(PROBLEM DESCRIPTION) After going through the data, give the number of lines that contain the word "from" as your sole answer.

=== DATA RECORDS ===

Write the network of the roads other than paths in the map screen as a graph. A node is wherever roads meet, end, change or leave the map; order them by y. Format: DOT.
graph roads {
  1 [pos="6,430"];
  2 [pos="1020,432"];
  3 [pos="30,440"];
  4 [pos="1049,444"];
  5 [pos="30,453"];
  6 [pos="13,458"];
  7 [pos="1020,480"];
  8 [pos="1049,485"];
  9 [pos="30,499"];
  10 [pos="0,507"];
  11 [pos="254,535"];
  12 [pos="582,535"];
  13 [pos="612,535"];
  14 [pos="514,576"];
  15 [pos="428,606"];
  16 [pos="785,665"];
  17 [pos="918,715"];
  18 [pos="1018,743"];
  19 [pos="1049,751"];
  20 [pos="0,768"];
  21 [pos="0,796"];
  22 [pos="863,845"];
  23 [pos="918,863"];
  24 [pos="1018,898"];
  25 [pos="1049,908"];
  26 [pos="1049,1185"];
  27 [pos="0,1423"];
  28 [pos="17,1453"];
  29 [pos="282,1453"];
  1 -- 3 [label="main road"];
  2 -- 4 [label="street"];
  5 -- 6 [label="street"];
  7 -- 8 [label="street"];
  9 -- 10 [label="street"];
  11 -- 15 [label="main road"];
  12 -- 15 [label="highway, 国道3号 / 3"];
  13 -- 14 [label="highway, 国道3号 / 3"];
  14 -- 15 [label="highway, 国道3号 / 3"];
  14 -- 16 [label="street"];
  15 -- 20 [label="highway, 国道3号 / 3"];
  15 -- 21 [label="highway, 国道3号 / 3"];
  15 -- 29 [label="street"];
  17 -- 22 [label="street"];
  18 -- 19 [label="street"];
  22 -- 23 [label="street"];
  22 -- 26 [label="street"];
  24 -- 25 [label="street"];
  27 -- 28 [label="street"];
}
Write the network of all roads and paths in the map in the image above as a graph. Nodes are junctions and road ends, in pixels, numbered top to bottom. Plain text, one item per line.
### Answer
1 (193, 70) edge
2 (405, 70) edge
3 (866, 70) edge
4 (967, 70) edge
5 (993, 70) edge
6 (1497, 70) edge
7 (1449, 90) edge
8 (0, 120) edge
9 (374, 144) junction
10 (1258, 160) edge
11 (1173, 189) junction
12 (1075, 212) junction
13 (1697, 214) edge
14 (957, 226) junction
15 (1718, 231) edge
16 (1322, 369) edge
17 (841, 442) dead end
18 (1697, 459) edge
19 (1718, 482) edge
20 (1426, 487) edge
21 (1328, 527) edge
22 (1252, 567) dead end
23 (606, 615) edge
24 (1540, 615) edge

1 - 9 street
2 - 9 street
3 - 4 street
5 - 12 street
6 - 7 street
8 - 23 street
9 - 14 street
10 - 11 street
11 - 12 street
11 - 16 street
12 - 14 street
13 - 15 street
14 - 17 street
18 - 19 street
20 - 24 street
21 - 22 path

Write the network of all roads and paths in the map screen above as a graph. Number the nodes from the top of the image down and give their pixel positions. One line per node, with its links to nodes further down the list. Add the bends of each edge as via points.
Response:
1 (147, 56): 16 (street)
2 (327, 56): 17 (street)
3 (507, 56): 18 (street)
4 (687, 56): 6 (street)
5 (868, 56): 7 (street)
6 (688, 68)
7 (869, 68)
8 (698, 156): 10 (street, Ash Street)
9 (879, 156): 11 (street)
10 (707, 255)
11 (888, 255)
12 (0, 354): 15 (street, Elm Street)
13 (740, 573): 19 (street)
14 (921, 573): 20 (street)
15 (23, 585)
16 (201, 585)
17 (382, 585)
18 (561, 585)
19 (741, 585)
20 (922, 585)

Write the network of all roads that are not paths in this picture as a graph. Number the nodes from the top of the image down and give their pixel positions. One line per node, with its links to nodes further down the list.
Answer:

===

(SOLVED EXERCISE) 2